Nonetheless, I must try.


Grooved Ware
So, first up, the Grooved Ware people, who lived in the British Isles from 4000 BC, well before the earliest start date, up until 2800 BC, when they were replaced by the Bell-Beaker people (damn immigrants, coming into our country and ruining our pottery).

Absolutely no remnants of the "grooved ware language", even hypothetical, exist, nor did the language probably. Archaeological cultures, actual cultures, and languages, are all totally different things. It would require a royal heaping of bullshit to try to equate them.

I am the emperor of bullshit, of course. And consequently, I'm going to go out and say that there was a single grooved ware language (that all the cavemen spoke), and that, because it is in the same place that the Celtic languages were spoken (Brittany, Iberia, and Gaul aren't real), it sounded kind of like Celtic but with syllables rearranged and randomly combined with no regard for linguistics. Maybe there's some kind of reverse Sapir-Whorf going on where the environment shapes the language so all people in the British Isles are Celts.

Yes, the one Celtic language. Weep before me, futile linguists. Your "sanity" means nothing!

So, to create this language, I get a bunch of Celtic names and Markov chain them up. I impress even myself sometimes with this genius.

Anyway, moving on.

Bell-Beaker
Everyone's (or at least my) favourite Chalcolithic culture, even though I know basically nothing about them. These guys lived in northern Europe, Iberia, and Italy, from 2,800 BC to 1,800 BC and made... beakers, I guess? After 1,800 BC, they were dissolved by an incipient Bronze Age, which I'm assuming is some kind of elder god from the furthest void.

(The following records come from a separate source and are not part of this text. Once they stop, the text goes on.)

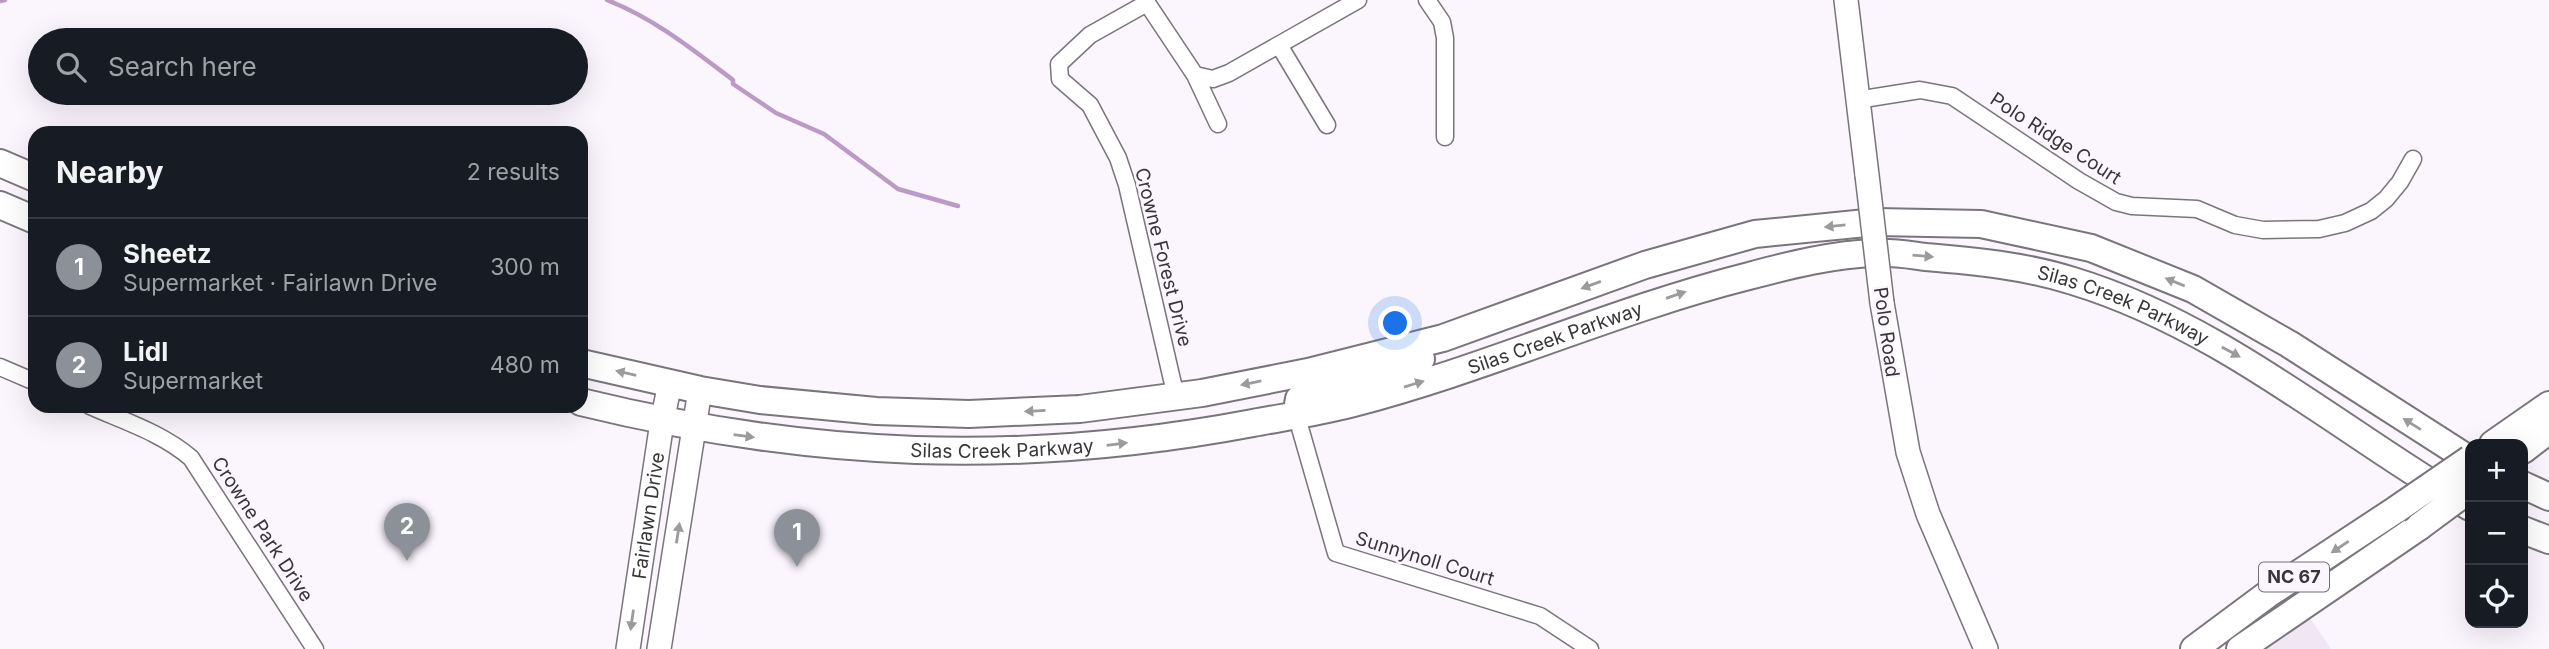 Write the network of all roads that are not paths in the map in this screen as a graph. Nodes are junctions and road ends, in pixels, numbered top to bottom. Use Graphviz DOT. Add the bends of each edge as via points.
graph roads {
  1 [pos="1358,0"];
  2 [pos="1427,0"];
  3 [pos="1846,0"];
  4 [pos="1146,1"];
  5 [pos="1279,44"];
  6 [pos="1195,75"];
  7 [pos="1857,100"];
  8 [pos="1218,124"];
  9 [pos="1327,125"];
  10 [pos="1444,137"];
  11 [pos="2413,159"];
  12 [pos="0,163"];
  13 [pos="28,175"];
  14 [pos="0,205"];
  15 [pos="28,217"];
  16 [pos="1522,309"];
  17 [pos="588,365"];
  18 [pos="0,367"];
  19 [pos="28,379"];
  20 [pos="670,383"];
  21 [pos="700,390"];
  22 [pos="1176,397"];
  23 [pos="588,404"];
  24 [pos="2549,404"];
  25 [pos="106,413"];
  26 [pos="1296,415"];
  27 [pos="662,422"];
  28 [pos="694,428"];
  29 [pos="2529,439"];
  30 [pos="2465,456"];
  31 [pos="2465,462"];
  32 [pos="2528,487"];
  33 [pos="2465,493"];
  34 [pos="2549,497"];
  35 [pos="2465,504"];
  36 [pos="2528,532"];
  37 [pos="2549,540"];
  38 [pos="315,649"];
  39 [pos="628,649"];
  40 [pos="659,649"];
  41 [pos="1590,649"];
  42 [pos="1986,649"];
  43 [pos="2194,649"];
  44 [pos="2240,649"];
  1 -- 5 [label="street"];
  2 -- 10 [label="street" via="1442,22 1445,38"];
  3 -- 7 [label="main road, Polo Road"];
  4 -- 6 [label="street"];
  4 -- 22 [label="street, Crowne Forest Drive" via="1090,35 1059,64 1060,79 1090,105 1118,158"];
  5 -- 6 [label="street" via="1213,79"];
  5 -- 9 [label="street"];
  6 -- 8 [label="street"];
  7 -- 11 [label="street, Polo Ridge Court" via="1920,90 1952,96 2116,202 2197,209 2235,225 2263,230 2319,229 2371,211 2400,182"];
  7 -- 42 [label="main road, Polo Road, bridge" via="1882,303 1908,452 1928,514"];
  12 -- 13 [label="main road"];
  14 -- 15 [label="main road"];
  16 -- 22 [label="main road, Silas Creek Parkway, one-way" via="1443,338 1308,372"];
  16 -- 26 [label="main road" via="1498,328 1461,344 1304,395"];
  30 -- 16 [label="main road, Silas Creek Parkway, one-way" via="2193,289 2091,247 1981,224 1876,222 1755,234 1645,265"];
  20 -- 17 [label="main road, Silas Creek Parkway, one-way"];
  18 -- 19 [label="street"];
  20 -- 21 [label="main road, Silas Creek Parkway"];
  20 -- 27 [label="main road, Fairlawn Drive"];
  22 -- 21 [label="main road, Silas Creek Parkway, one-way" via="1080,409 969,414 760,401"];
  21 -- 28 [label="main road, Fairlawn Drive"];
  23 -- 27 [label="main road, Silas Creek Parkway"];
  24 -- 29 [label="main road"];
  25 -- 38 [label="street, Crowne Park Drive" via="177,445 191,458"];
  28 -- 26 [label="main road, Silas Creek Parkway, one-way" via="817,445 999,452 1139,441"];
  26 -- 35 [label="main road, Silas Creek Parkway, one-way" via="1349,404 1524,349 1700,288 1783,267 1878,253 1976,261 2072,280 2167,317 2254,365"];
  26 -- 41 [label="street, Sunnynoll Court" via="1336,553 1540,616"];
  27 -- 28 [label="main road, Silas Creek Parkway"];
  27 -- 39 [label="main road, Fairlawn Drive, one-way"];
  40 -- 28 [label="main road, Fairlawn Drive, one-way"];
  31 -- 43 [label="main road, NC 67, one-way, bridge"];
  32 -- 34 [label="main road"];
  33 -- 44 [label="main road, NC 67, bridge"];
  36 -- 37 [label="main road"];
} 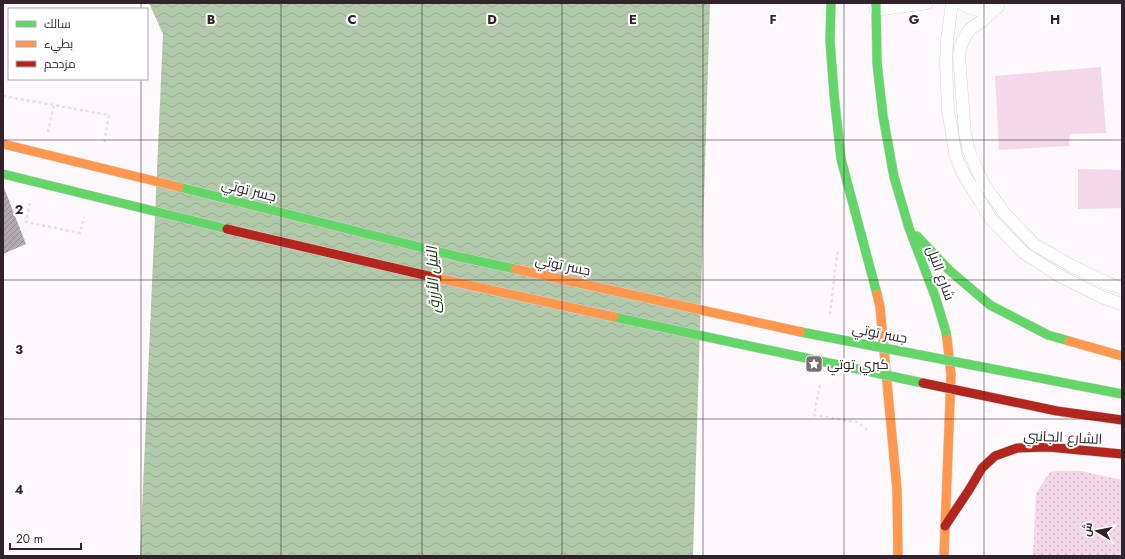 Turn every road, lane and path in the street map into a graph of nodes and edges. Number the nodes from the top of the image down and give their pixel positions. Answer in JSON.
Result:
{"nodes":[{"id":1,"x":831,"y":3,"type":"edge"},
{"id":2,"x":927,"y":3,"type":"edge"},
{"id":3,"x":952,"y":3,"type":"edge"},
{"id":4,"x":961,"y":3,"type":"edge"},
{"id":5,"x":1000,"y":5,"type":"edge"},
{"id":6,"x":876,"y":6,"type":"edge"},
{"id":7,"x":3,"y":96,"type":"edge"},
{"id":8,"x":3,"y":144,"type":"edge"},
{"id":9,"x":103,"y":148,"type":"dead end"},
{"id":10,"x":3,"y":174,"type":"edge"},
{"id":11,"x":85,"y":212,"type":"dead end"},
{"id":12,"x":26,"y":222,"type":"dead end"},
{"id":13,"x":909,"y":228,"type":"junction"},
{"id":14,"x":837,"y":254,"type":"dead end"},
{"id":15,"x":1122,"y":288,"type":"edge"},
{"id":16,"x":1122,"y":304,"type":"edge"},
{"id":17,"x":830,"y":316,"type":"dead end"},
{"id":18,"x":1122,"y":356,"type":"edge"},
{"id":19,"x":820,"y":383,"type":"dead end"},
{"id":20,"x":1122,"y":394,"type":"edge"},
{"id":21,"x":1122,"y":420,"type":"edge"},
{"id":22,"x":857,"y":422,"type":"dead end"},
{"id":23,"x":1122,"y":454,"type":"edge"},
{"id":24,"x":1072,"y":515,"type":"dead end"},
{"id":25,"x":945,"y":526,"type":"junction"},
{"id":26,"x":898,"y":556,"type":"edge"},
{"id":27,"x":944,"y":556,"type":"edge"},
{"id":28,"x":1100,"y":556,"type":"edge"}],
"edges":[{"from":1,"to":26,"type":"street"},
{"from":2,"to":6,"type":"lane"},
{"from":3,"to":16,"type":"lane"},
{"from":4,"to":5,"type":"lane"},
{"from":5,"to":15,"type":"lane"},
{"from":6,"to":13,"type":"street","name":"شارع النيل"},
{"from":7,"to":9,"type":"path"},
{"from":8,"to":20,"type":"street","name":"جسر توتي","bridge":true},
{"from":10,"to":21,"type":"street","bridge":true},
{"from":11,"to":12,"type":"path"},
{"from":13,"to":18,"type":"street"},
{"from":13,"to":25,"type":"street","name":"شارع النيل"},
{"from":14,"to":17,"type":"path"},
{"from":19,"to":22,"type":"path"},
{"from":23,"to":25,"type":"street","name":"الشارع الجانبي"},
{"from":24,"to":28,"type":"path"},
{"from":25,"to":27,"type":"street","name":"شارع النيل"}]}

Anyway, my Google search for "Bell-Beaker language" shown this one guy who said that they might have been proto-Celtic (or pre-Celtic; who knows, I don't read), so I'm also going to Markov up some Celtic names. If any Bell-Beaker time travellers decided to write down their Bell-beaker words, tell me.

Globular Amphora
These were some shitty group that lived in the place where the Corded Ware culture lived. I don't know what they are, what they did, or how they lived, but I hate them already. They lived from 3,400 BC to 2,800 BC.

I'm basically just going to copy and paste the Corded Ware culture for these guys, with some Markoving up to make it more creatyve. Moving on.

Corded Ware
These guys are way better than the Globular Amphora culture. They lived 2,900 BC to 2,350 BC. They were also called the battle-axe culture, because they're that cool.

Ohman (the Waterbien gender, not the exclamation).

These guys were suggested as the Urheimat of the proto-Indo-Europeans.

I'm going to do absolutely no further research on this, and have them all speak proto-Indo-European, maybe with a little Markovian butchering to make sure that the Black Sea nationalists aren't offended.

Comb Ceramic
These guys are gonna speak heavily butchered proto-Uralic or something because they lived there.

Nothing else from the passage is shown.